*** Opening Entries supplied ***
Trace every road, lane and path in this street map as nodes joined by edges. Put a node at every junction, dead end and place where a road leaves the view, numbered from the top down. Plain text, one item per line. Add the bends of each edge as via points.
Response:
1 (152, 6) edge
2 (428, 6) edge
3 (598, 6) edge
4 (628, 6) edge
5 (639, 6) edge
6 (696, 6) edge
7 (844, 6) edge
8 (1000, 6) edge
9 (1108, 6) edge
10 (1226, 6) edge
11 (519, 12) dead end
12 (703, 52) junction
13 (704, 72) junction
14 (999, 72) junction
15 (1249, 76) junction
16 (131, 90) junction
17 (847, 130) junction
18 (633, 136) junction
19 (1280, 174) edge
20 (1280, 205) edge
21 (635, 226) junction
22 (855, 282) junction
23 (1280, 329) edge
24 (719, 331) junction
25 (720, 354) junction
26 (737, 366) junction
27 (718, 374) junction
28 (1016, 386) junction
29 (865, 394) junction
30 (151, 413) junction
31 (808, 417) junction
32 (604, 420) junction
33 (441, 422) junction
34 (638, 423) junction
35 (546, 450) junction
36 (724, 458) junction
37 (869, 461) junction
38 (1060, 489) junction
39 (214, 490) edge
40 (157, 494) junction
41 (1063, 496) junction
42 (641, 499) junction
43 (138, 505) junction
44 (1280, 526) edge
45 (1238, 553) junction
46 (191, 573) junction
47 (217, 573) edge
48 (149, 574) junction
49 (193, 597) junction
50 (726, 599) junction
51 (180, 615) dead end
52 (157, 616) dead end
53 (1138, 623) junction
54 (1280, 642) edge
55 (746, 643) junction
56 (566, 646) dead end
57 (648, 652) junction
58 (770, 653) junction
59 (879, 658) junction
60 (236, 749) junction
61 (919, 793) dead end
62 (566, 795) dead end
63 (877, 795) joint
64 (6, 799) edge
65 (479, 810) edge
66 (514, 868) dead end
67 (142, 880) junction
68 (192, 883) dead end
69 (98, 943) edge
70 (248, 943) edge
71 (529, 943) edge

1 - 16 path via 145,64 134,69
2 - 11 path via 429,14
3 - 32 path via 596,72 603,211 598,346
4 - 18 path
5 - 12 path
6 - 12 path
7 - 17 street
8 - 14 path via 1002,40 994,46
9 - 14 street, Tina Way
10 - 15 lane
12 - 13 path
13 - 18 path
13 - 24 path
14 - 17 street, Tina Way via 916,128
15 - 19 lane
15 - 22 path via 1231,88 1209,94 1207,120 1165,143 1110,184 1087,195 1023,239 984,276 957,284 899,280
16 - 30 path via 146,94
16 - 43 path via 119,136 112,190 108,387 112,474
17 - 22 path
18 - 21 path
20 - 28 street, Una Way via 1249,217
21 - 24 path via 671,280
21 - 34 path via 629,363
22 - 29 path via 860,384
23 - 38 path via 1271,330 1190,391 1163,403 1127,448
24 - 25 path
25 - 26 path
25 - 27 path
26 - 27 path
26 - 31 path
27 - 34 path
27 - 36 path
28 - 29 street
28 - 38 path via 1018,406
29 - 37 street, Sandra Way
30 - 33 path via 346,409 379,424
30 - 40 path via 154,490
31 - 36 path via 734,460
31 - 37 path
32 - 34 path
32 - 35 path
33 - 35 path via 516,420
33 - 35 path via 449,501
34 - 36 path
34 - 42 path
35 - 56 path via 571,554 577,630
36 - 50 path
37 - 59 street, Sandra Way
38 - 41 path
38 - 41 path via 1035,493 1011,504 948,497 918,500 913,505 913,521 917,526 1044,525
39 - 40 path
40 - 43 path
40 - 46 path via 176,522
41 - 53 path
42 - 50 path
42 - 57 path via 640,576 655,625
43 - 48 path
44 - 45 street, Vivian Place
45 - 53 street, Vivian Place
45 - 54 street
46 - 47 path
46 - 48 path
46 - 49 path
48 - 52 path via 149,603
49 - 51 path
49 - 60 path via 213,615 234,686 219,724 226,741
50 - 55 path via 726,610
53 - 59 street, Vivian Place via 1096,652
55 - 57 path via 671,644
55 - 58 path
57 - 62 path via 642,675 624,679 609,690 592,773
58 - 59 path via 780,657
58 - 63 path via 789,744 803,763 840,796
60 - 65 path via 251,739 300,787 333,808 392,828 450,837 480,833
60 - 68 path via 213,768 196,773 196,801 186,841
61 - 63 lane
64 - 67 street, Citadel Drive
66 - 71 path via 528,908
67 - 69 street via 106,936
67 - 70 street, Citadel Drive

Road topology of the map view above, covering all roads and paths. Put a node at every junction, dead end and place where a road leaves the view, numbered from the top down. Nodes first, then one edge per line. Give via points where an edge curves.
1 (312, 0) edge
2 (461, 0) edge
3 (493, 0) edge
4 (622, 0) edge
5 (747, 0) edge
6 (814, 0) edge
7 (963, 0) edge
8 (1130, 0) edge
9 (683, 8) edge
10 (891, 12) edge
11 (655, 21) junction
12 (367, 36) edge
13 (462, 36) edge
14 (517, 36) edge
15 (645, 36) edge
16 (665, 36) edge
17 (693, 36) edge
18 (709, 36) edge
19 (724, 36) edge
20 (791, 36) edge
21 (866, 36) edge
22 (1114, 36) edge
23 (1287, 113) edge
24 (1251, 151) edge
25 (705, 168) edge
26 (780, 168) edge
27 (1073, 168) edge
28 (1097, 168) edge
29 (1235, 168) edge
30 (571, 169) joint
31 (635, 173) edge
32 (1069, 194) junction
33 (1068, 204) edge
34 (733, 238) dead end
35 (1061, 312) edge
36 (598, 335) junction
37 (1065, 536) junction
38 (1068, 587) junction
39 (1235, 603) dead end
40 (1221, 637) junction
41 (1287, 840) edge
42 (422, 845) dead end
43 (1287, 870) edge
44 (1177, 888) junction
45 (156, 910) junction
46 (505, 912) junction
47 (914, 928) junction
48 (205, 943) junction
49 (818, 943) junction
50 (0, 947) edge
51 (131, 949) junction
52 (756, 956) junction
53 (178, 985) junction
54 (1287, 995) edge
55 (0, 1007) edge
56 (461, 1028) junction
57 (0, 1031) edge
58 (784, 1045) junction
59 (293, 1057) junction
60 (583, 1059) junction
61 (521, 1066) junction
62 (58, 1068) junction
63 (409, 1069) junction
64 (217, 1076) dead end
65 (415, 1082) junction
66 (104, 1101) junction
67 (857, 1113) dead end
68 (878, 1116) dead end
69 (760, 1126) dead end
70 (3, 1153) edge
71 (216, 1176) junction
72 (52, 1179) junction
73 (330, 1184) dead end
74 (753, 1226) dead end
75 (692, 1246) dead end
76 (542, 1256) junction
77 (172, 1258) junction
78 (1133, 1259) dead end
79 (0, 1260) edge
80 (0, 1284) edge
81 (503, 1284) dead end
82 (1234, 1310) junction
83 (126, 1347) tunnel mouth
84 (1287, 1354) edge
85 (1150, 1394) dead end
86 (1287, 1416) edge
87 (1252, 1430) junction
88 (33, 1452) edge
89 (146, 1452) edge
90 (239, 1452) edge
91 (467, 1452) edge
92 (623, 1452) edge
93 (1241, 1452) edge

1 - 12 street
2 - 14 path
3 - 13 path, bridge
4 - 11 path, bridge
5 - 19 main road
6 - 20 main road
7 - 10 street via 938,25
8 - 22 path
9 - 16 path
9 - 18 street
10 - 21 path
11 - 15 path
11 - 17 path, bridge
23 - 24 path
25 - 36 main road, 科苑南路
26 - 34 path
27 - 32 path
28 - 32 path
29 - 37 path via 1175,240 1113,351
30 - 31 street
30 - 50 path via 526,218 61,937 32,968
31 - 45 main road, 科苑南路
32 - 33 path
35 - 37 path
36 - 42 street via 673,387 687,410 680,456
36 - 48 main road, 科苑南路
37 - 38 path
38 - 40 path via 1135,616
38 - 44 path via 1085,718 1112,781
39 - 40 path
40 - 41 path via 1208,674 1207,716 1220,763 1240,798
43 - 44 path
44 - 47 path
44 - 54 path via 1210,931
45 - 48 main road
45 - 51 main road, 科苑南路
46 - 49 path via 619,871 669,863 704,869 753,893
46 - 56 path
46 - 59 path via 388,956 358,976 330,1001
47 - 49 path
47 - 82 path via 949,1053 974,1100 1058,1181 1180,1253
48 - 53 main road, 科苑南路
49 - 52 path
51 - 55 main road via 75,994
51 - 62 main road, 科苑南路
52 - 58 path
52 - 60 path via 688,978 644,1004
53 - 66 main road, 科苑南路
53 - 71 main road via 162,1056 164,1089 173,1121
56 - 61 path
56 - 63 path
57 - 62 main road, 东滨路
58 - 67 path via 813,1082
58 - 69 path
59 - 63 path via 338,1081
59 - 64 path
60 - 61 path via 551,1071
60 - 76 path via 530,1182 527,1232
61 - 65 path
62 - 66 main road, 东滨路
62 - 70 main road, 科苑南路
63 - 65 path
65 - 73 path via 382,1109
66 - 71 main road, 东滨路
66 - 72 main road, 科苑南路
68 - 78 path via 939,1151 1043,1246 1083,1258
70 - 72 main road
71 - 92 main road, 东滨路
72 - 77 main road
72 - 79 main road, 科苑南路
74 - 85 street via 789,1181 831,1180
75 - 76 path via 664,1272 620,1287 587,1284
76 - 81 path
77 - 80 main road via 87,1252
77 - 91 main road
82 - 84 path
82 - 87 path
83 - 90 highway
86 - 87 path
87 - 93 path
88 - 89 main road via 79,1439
*** Closing Entries supplied ***
For each line of the data that includes the word "科苑南路", return a copy of it.

Problem solution =>
25 - 36 main road, 科苑南路
31 - 45 main road, 科苑南路
36 - 48 main road, 科苑南路
45 - 51 main road, 科苑南路
48 - 53 main road, 科苑南路
51 - 62 main road, 科苑南路
53 - 66 main road, 科苑南路
62 - 70 main road, 科苑南路
66 - 72 main road, 科苑南路
72 - 79 main road, 科苑南路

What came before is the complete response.